(Entries provided)
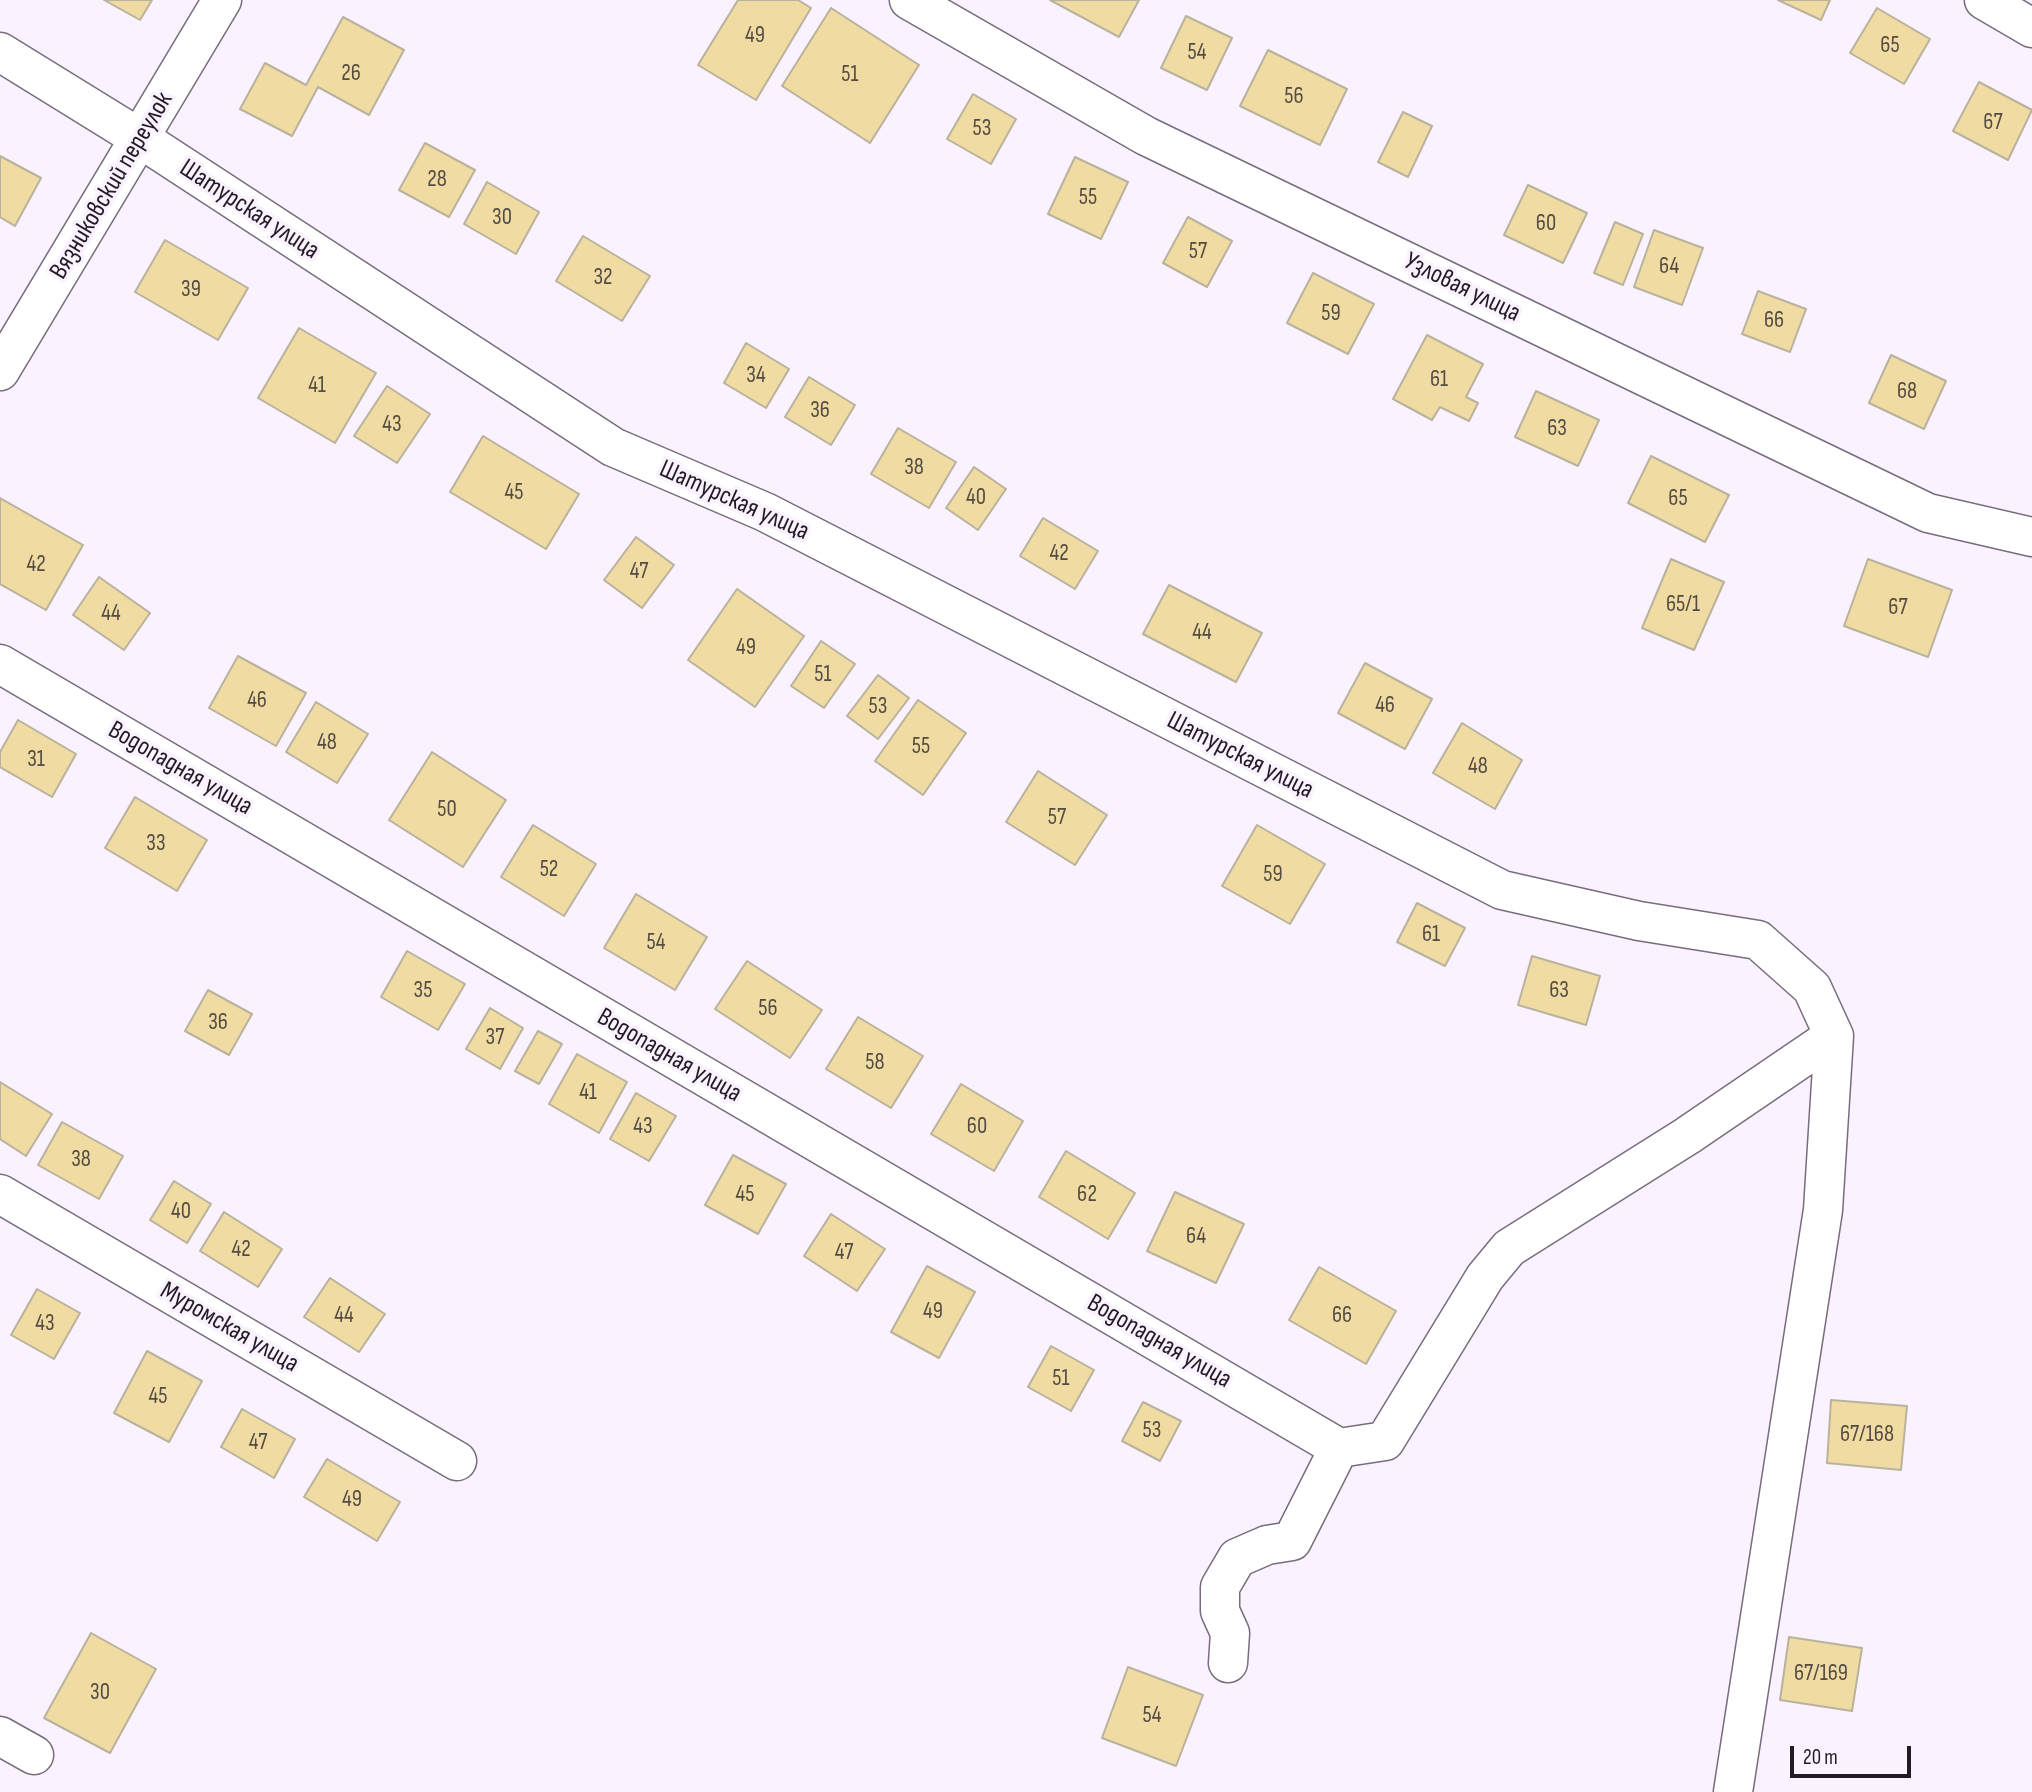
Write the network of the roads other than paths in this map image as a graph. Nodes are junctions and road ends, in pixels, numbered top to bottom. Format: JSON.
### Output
{"nodes":[{"id":1,"x":222,"y":0,"type":"edge"},
{"id":2,"x":909,"y":0,"type":"edge"},
{"id":3,"x":1984,"y":0,"type":"edge"},
{"id":4,"x":2032,"y":28,"type":"edge"},
{"id":5,"x":0,"y":52,"type":"edge"},
{"id":6,"x":141,"y":139,"type":"junction"},
{"id":7,"x":0,"y":371,"type":"edge"},
{"id":8,"x":2032,"y":537,"type":"edge"},
{"id":9,"x":0,"y":664,"type":"edge"},
{"id":10,"x":1834,"y":1037,"type":"junction"},
{"id":11,"x":0,"y":1194,"type":"edge"},
{"id":12,"x":1339,"y":1448,"type":"junction"},
{"id":13,"x":457,"y":1461,"type":"dead end"},
{"id":14,"x":1228,"y":1663,"type":"dead end"},
{"id":15,"x":0,"y":1736,"type":"edge"},
{"id":16,"x":34,"y":1755,"type":"dead end"},
{"id":17,"x":1733,"y":1792,"type":"edge"}],
"edges":[{"from":1,"to":6,"type":"street","name":"Вязниковский переулок"},
{"from":2,"to":8,"type":"street","name":"Узловая улица"},
{"from":3,"to":4,"type":"street"},
{"from":5,"to":6,"type":"street","name":"Шатурская улица"},
{"from":6,"to":7,"type":"street","name":"Вязниковский переулок"},
{"from":6,"to":10,"type":"street","name":"Шатурская улица"},
{"from":9,"to":12,"type":"street","name":"Водопадная улица"},
{"from":10,"to":12,"type":"street"},
{"from":10,"to":17,"type":"street"},
{"from":11,"to":13,"type":"street","name":"Муромская улица"},
{"from":12,"to":14,"type":"street"},
{"from":15,"to":16,"type":"street"}]}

(What to produce)
With the pictures removed, write the listing out word for word.

(Exercise output)
Write the network of the roads other than paths in this map image as a graph. Nodes are junctions and road ends, in pixels, numbered top to bottom. Format: JSON.
### Output
{"nodes":[{"id":1,"x":222,"y":0,"type":"edge"},
{"id":2,"x":909,"y":0,"type":"edge"},
{"id":3,"x":1984,"y":0,"type":"edge"},
{"id":4,"x":2032,"y":28,"type":"edge"},
{"id":5,"x":0,"y":52,"type":"edge"},
{"id":6,"x":141,"y":139,"type":"junction"},
{"id":7,"x":0,"y":371,"type":"edge"},
{"id":8,"x":2032,"y":537,"type":"edge"},
{"id":9,"x":0,"y":664,"type":"edge"},
{"id":10,"x":1834,"y":1037,"type":"junction"},
{"id":11,"x":0,"y":1194,"type":"edge"},
{"id":12,"x":1339,"y":1448,"type":"junction"},
{"id":13,"x":457,"y":1461,"type":"dead end"},
{"id":14,"x":1228,"y":1663,"type":"dead end"},
{"id":15,"x":0,"y":1736,"type":"edge"},
{"id":16,"x":34,"y":1755,"type":"dead end"},
{"id":17,"x":1733,"y":1792,"type":"edge"}],
"edges":[{"from":1,"to":6,"type":"street","name":"Вязниковский переулок"},
{"from":2,"to":8,"type":"street","name":"Узловая улица"},
{"from":3,"to":4,"type":"street"},
{"from":5,"to":6,"type":"street","name":"Шатурская улица"},
{"from":6,"to":7,"type":"street","name":"Вязниковский переулок"},
{"from":6,"to":10,"type":"street","name":"Шатурская улица"},
{"from":9,"to":12,"type":"street","name":"Водопадная улица"},
{"from":10,"to":12,"type":"street"},
{"from":10,"to":17,"type":"street"},
{"from":11,"to":13,"type":"street","name":"Муромская улица"},
{"from":12,"to":14,"type":"street"},
{"from":15,"to":16,"type":"street"}]}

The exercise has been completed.